» Problem to solve:
Tally the lines below that contain "above" and reply with only the tally.

» Source information:
+ + + + +

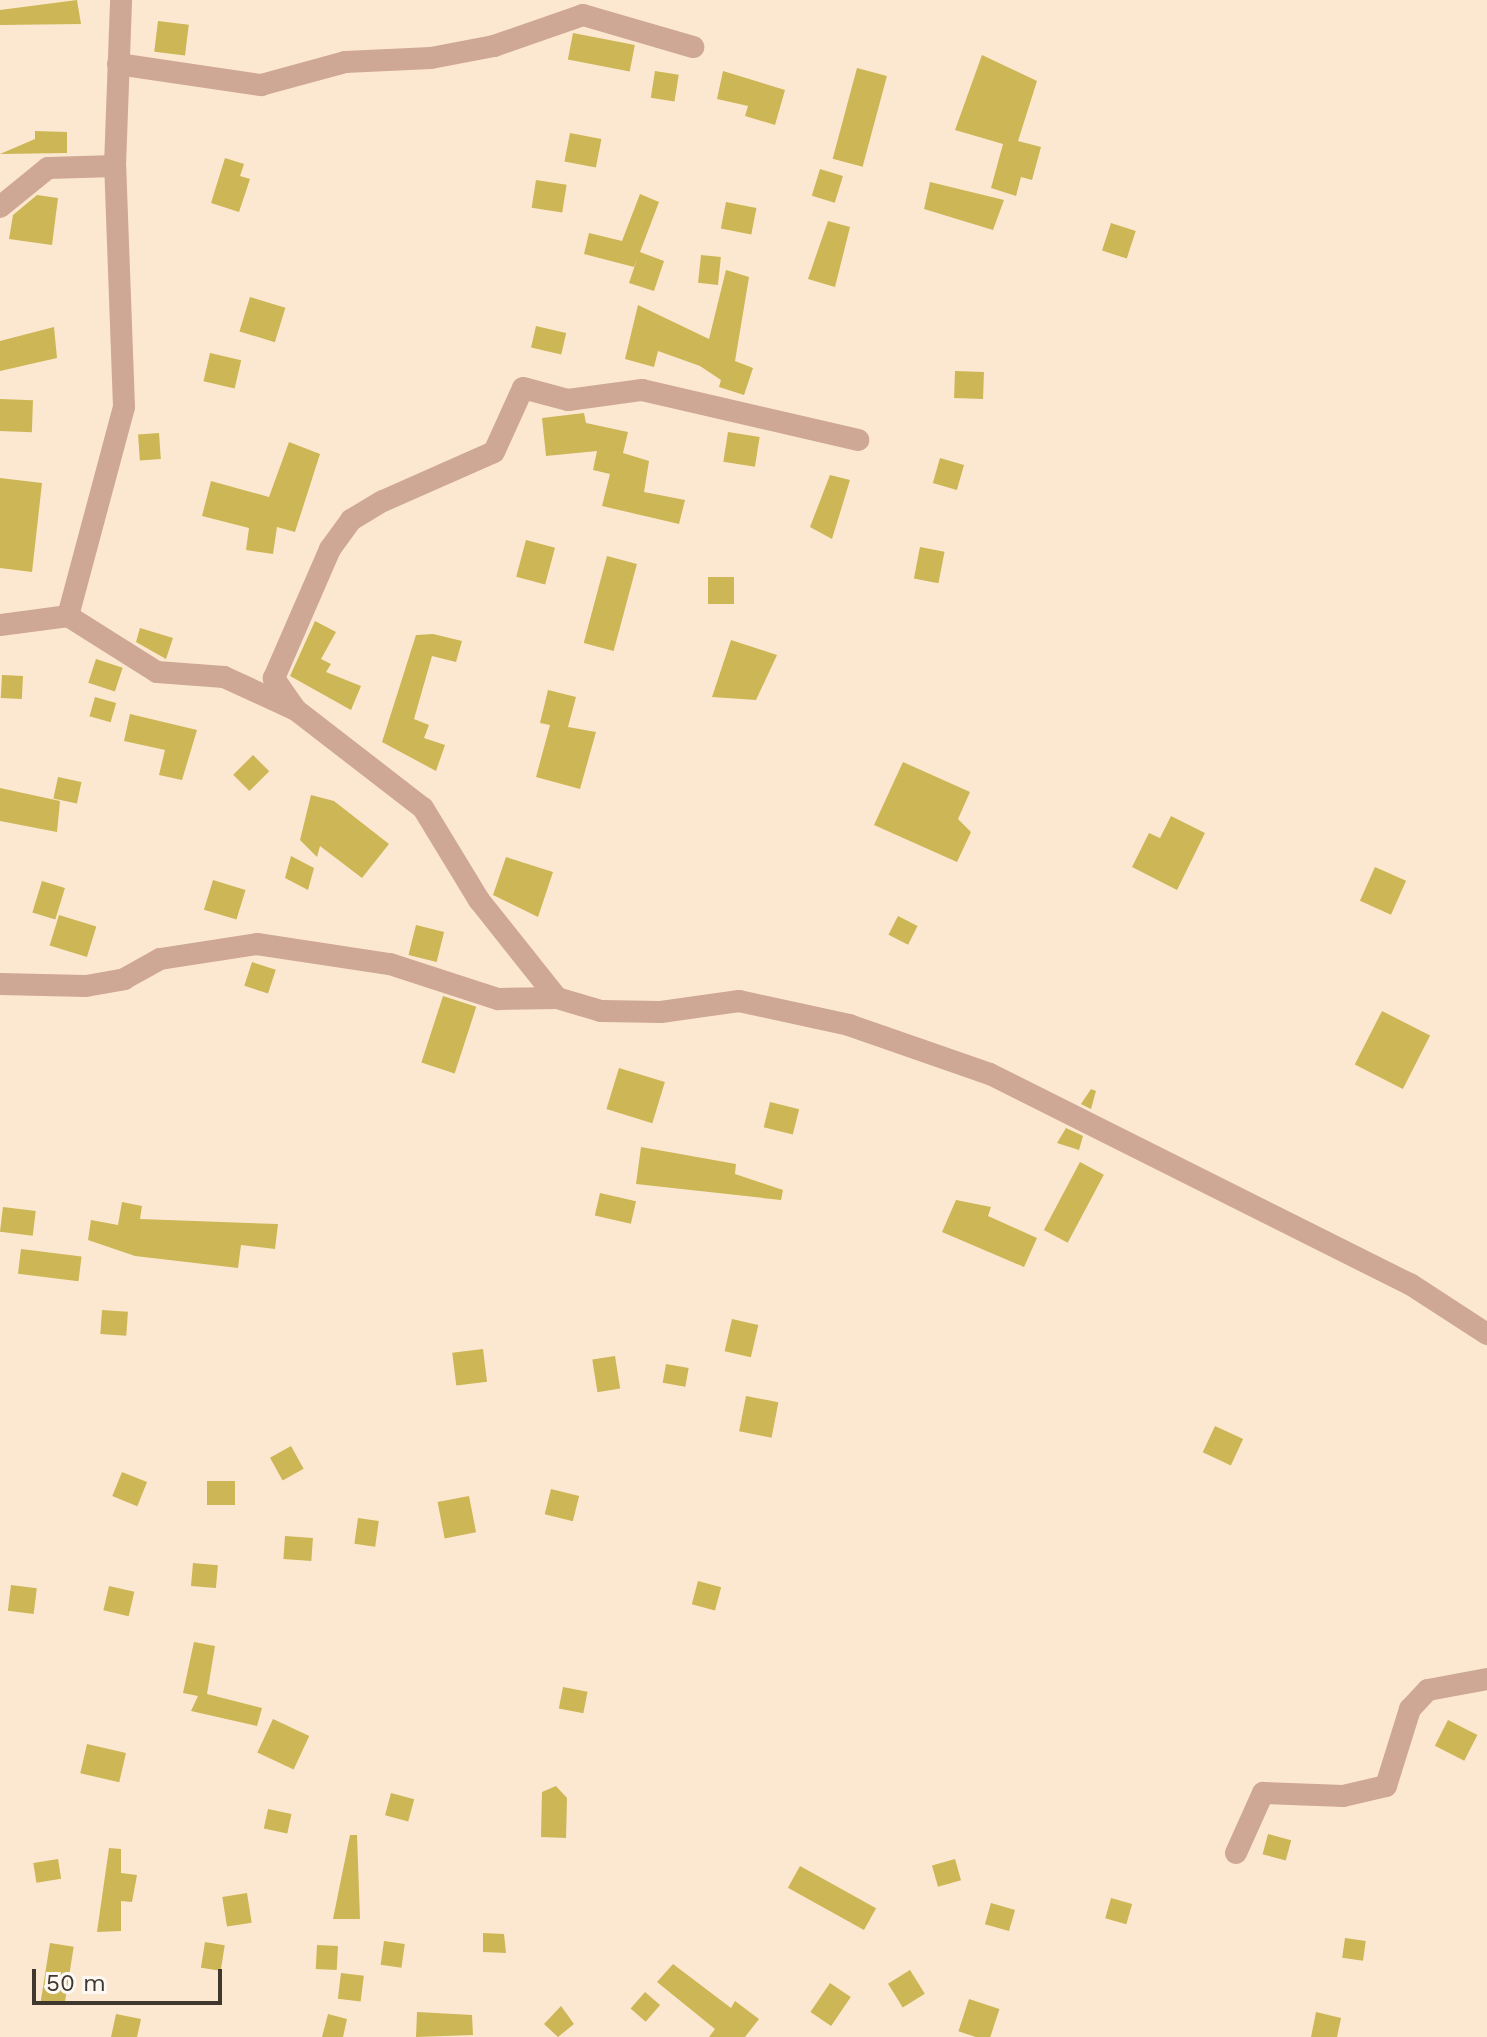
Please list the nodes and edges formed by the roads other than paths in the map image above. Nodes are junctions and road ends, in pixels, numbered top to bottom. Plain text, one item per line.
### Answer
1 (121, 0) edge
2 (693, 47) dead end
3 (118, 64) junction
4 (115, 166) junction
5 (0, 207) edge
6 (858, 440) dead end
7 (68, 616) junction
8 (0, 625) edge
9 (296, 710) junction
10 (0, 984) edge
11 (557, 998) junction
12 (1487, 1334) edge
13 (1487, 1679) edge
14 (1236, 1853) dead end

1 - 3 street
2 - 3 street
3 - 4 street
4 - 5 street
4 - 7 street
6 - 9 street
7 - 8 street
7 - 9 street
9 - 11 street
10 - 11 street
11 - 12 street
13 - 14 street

+ + + + +

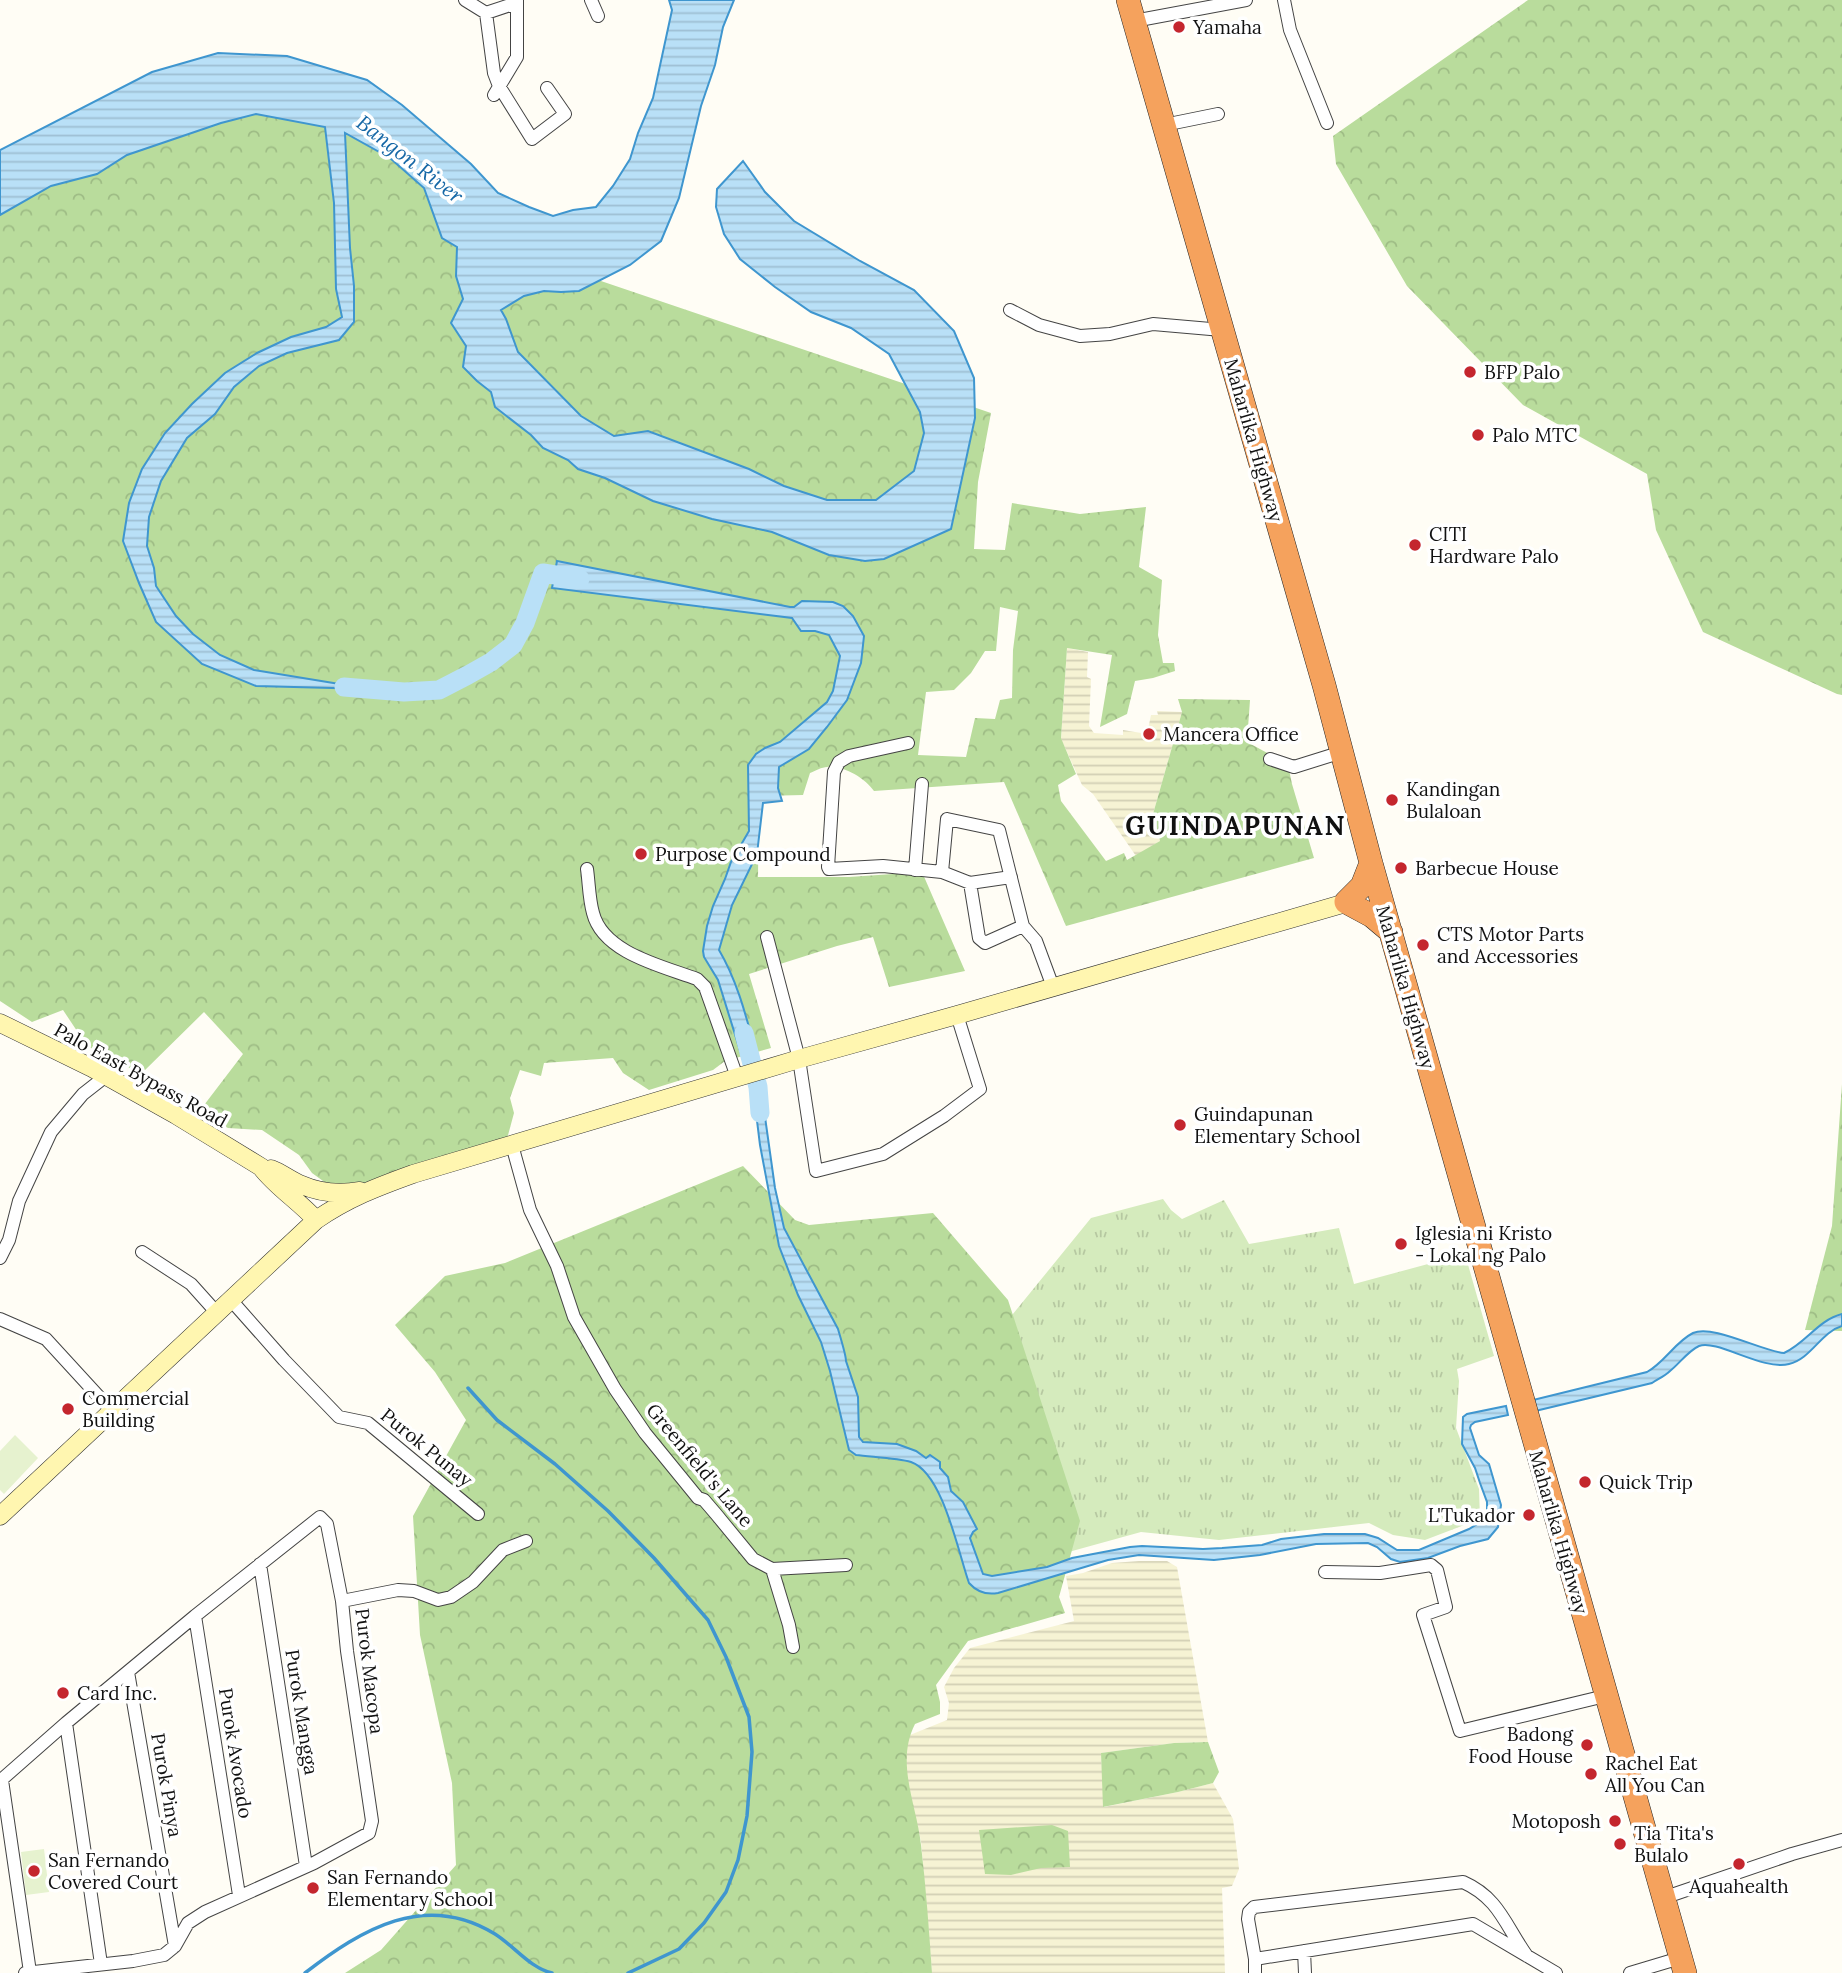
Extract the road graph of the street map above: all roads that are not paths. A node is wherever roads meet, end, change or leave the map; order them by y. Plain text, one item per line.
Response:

+ + + + +

» Output:
2